Alerts With Sample Data Included

An alert without context is harder. Include sample data in the alert.

The idea

Alerts that include a sample of the bad data save 5 minutes of triage every time. “Error rate 12%, sample errors: error1, error2, error3” beats “error rate 12%”. Sample data answers the second question the on-call always asks (“what is the error?”); skipping that step matters at 3am. Most alerting tools support templated samples.

How to include samples

The shape varies by alert type.

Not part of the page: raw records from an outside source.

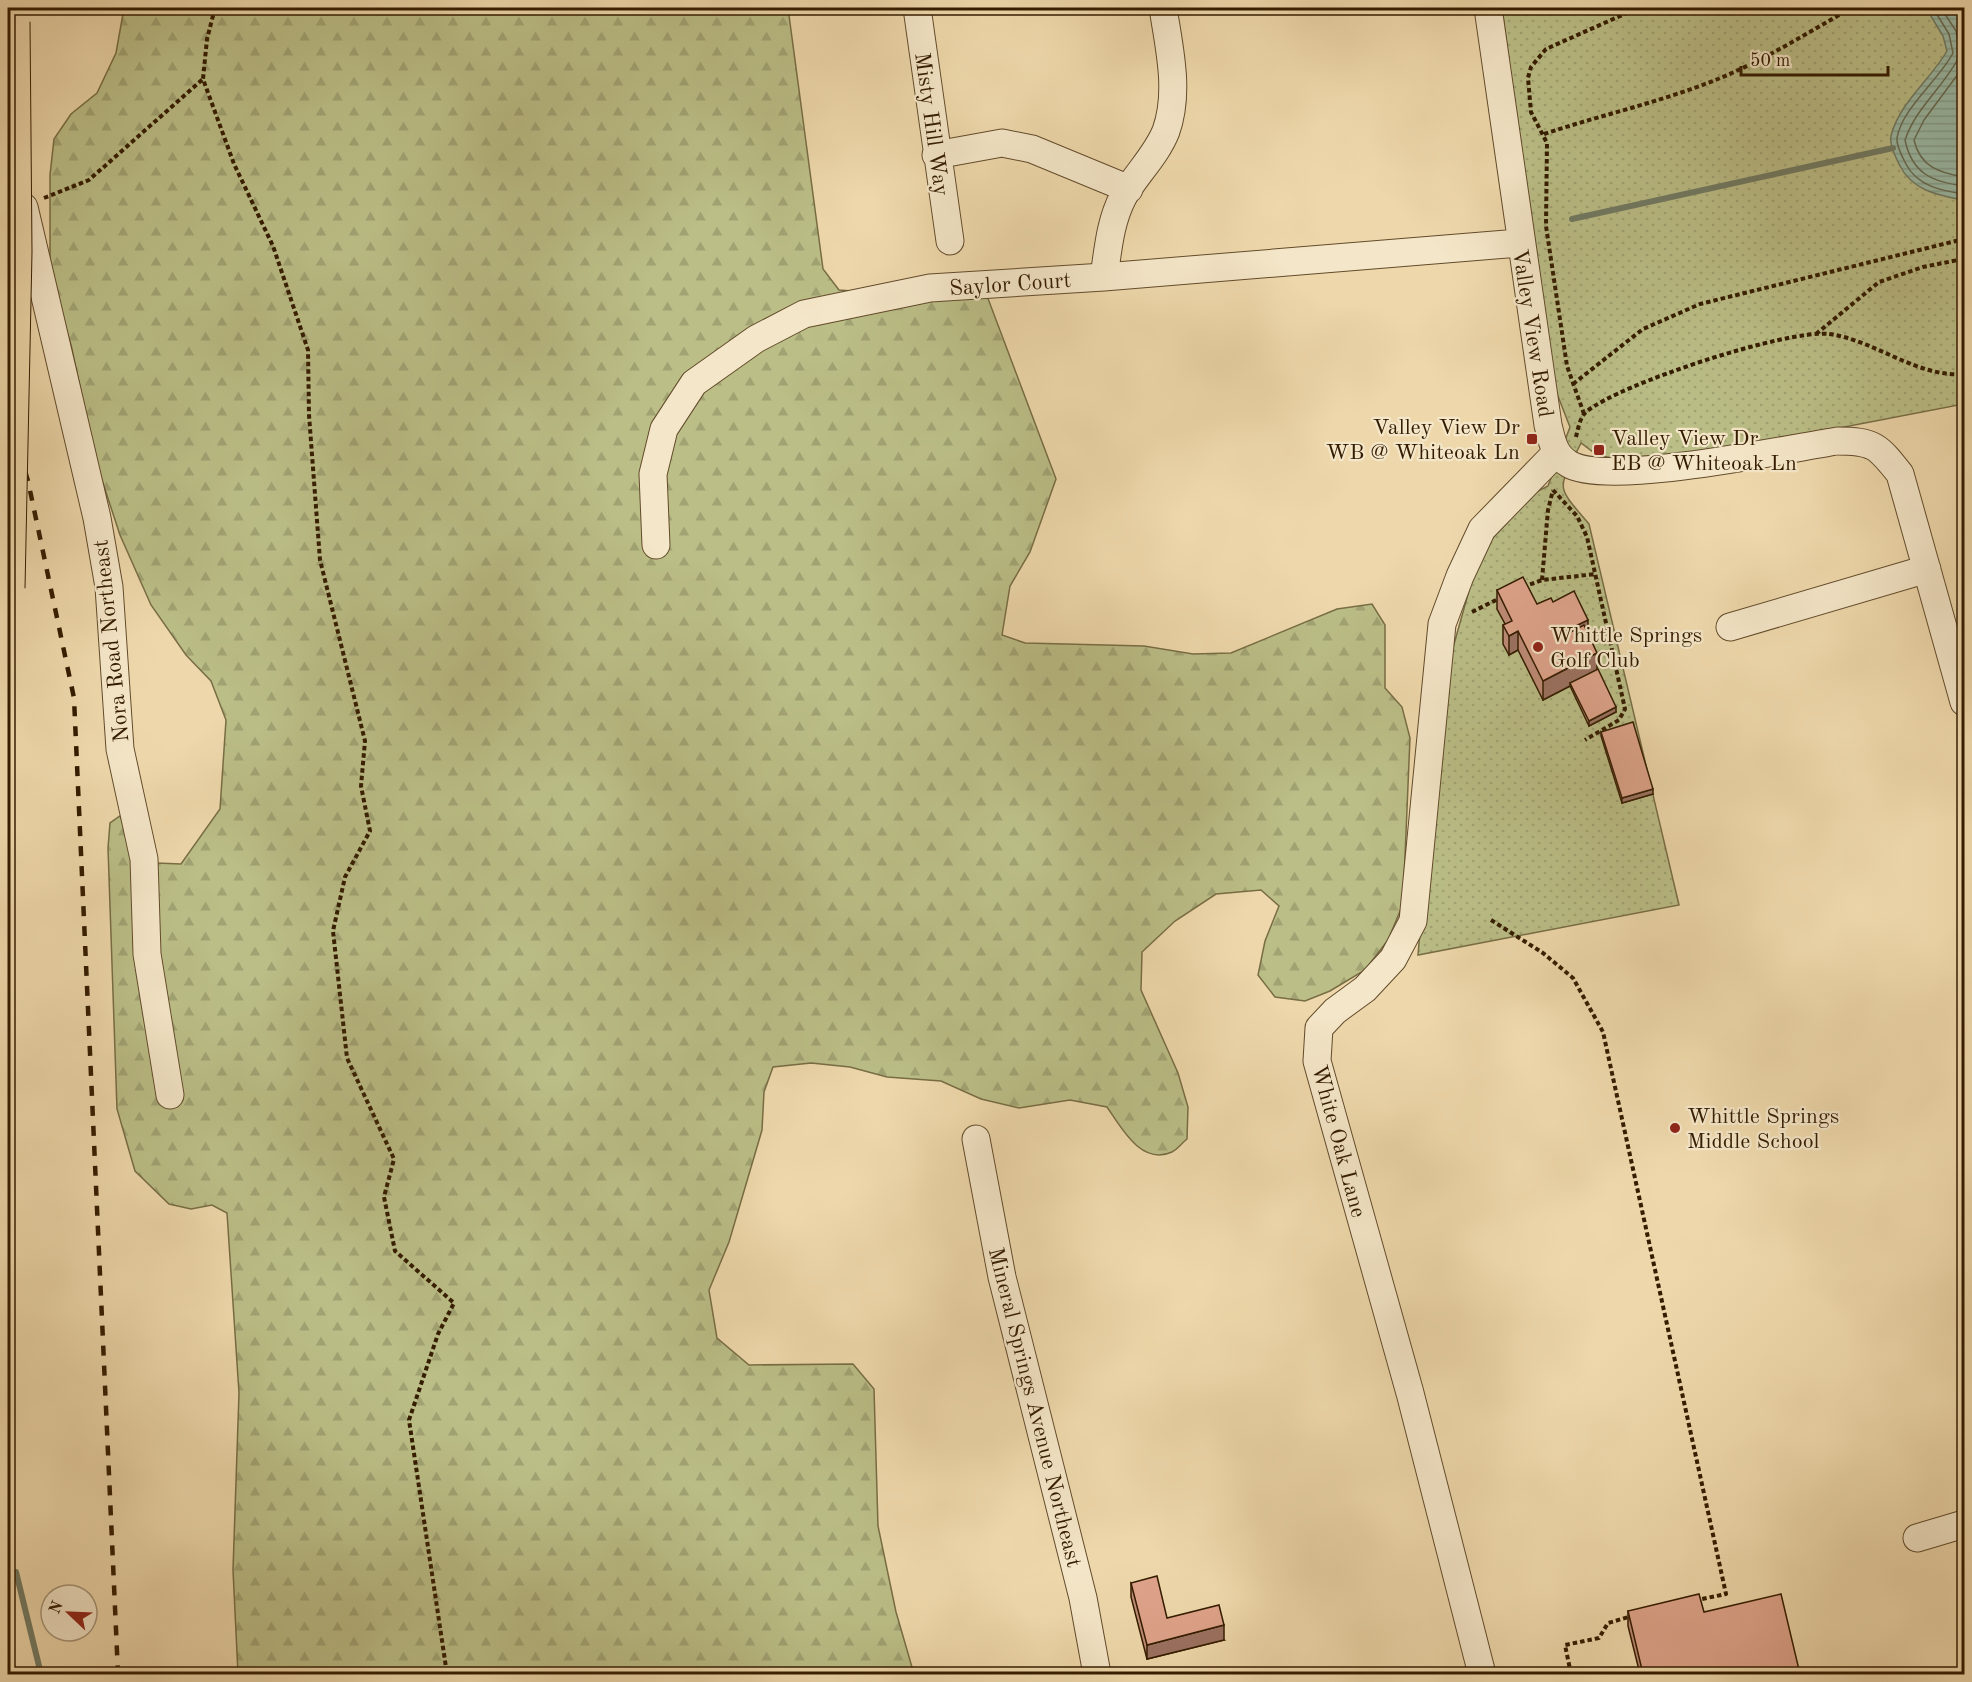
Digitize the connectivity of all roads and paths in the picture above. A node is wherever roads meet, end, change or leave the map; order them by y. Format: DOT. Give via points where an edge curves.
graph roads {
  1 [pos="215,8"];
  2 [pos="917,8"];
  3 [pos="1163,8"];
  4 [pos="1488,8"];
  5 [pos="1638,8"];
  6 [pos="1851,8"];
  7 [pos="13,22"];
  8 [pos="203,80"];
  9 [pos="1544,134"];
  10 [pos="936,155"];
  11 [pos="1129,189"];
  12 [pos="16,207"];
  13 [pos="1965,239"];
  14 [pos="950,241"];
  15 [pos="1519,243"];
  16 [pos="1958,260"];
  17 [pos="1104,277"];
  18 [pos="1815,334"];
  19 [pos="1965,374"];
  20 [pos="1573,384"];
  21 [pos="1584,414"];
  22 [pos="1566,445"];
  23 [pos="1556,484"];
  24 [pos="1553,490"];
  25 [pos="656,545"];
  26 [pos="1927,569"];
  27 [pos="1596,574"];
  28 [pos="1542,580"];
  29 [pos="8,588"];
  30 [pos="1512,592"];
  31 [pos="1502,597"];
  32 [pos="1468,619"];
  33 [pos="1730,627"];
  34 [pos="1965,702"];
  35 [pos="1585,740"];
  36 [pos="1491,920"];
  37 [pos="170,1095"];
  38 [pos="976,1139"];
  39 [pos="1965,1524"];
  40 [pos="1917,1538"];
  41 [pos="1694,1601"];
  42 [pos="1640,1614"];
  43 [pos="447,1674"];
  44 [pos="1097,1674"];
  45 [pos="1482,1674"];
  46 [pos="1571,1674"];
  1 -- 8 [label="path"];
  2 -- 10 [label="street, Misty Hill Way"];
  3 -- 11 [label="street" via="1173,70 1170,114 1166,132"];
  4 -- 15 [label="street, Valley View Road"];
  5 -- 9 [label="path" via="1557,42 1537,58 1531,67 1527,92 1531,112"];
  6 -- 9 [label="path" via="1719,79"];
  7 -- 29 [label="highway, bridge" via="15,252"];
  8 -- 12 [label="path" via="89,180"];
  8 -- 43 [label="path" via="234,164 273,246 308,350 320,560 365,741 361,786 370,831 345,877 333,931 347,1058 394,1159 384,1197 395,1251 454,1303 438,1334 409,1420"];
  9 -- 20 [label="path" via="1546,225"];
  10 -- 11 [label="street" via="1002,143 1032,149"];
  10 -- 14 [label="street, Misty Hill Way"];
  11 -- 17 [label="street" via="1113,222"];
  12 -- 37 [label="street, Nora Road Northeast" via="97,518 109,587 120,749 144,859 147,954"];
  13 -- 20 [label="path" via="1700,304 1643,329"];
  15 -- 17 [label="street, Saylor Court"];
  15 -- 22 [label="street, Valley View Road" via="1548,425"];
  16 -- 18 [label="path" via="1879,282"];
  17 -- 25 [label="street, Saylor Court" via="930,288 804,314 756,339 694,382 664,429 653,474"];
  18 -- 19 [label="path" via="1844,338 1923,367"];
  18 -- 21 [label="path" via="1710,360 1633,386"];
  20 -- 21 [label="path"];
  21 -- 22 [label="path"];
  22 -- 26 [label="street" via="1569,464 1593,472 1657,470 1837,441 1863,441 1882,451 1900,474"];
  22 -- 45 [label="street, White Oak Lane" via="1482,529 1460,576 1442,624 1413,921 1393,959 1319,1028 1317,1061 1410,1394"];
  23 -- 24 [label="path"];
  24 -- 27 [label="path" via="1582,525"];
  24 -- 28 [label="path"];
  26 -- 33 [label="street"];
  26 -- 34 [label="street"];
  27 -- 28 [label="path"];
  27 -- 35 [label="path" via="1625,709 1619,720"];
  28 -- 30 [label="path"];
  31 -- 32 [label="path" via="1471,612"];
  36 -- 41 [label="path" via="1543,953 1573,978 1603,1032 1726,1594"];
  38 -- 44 [label="street, Mineral Springs Avenue Northeast" via="1002,1277 1083,1598"];
  39 -- 40 [label="street"];
  42 -- 46 [label="path" via="1608,1623 1599,1638 1565,1645"];
}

Log-based alerts: top 3 error message strings deduplicated (Datadog and Splunk expose this); trace-based alerts: 1 trace ID with a direct link to the trace view; metric-based alerts: top affected dimensions like “customer-id, region” that tell the on-call who is affected.

How much data

Sample size has limits. Three samples is usually enough (more than 5 is noise and the page becomes unreadable); truncate long messages to 200 characters with stack traces linked rather than pasted; always link to the full data source because the sample is bait and full detail is one click away.

Anti-patterns

Three anti-patterns survive too long. Samples that don’t match the alert condition (alert fires on 5xx, sample is a 4xx, trust dies); samples without timestamps (on-call wonders if the data is current minute or yesterday); samples that contain PII or credentials (mask emails, tokens, addresses because logs leak).

Apply this week

The application is targeted. Pick your 5 most-paged alerts and add sample data to each; verify the sample reaches Slack and SMS clients (some clients truncate aggressively, test on a real phone); mask any field that could contain customer data before it leaves the alerting pipeline.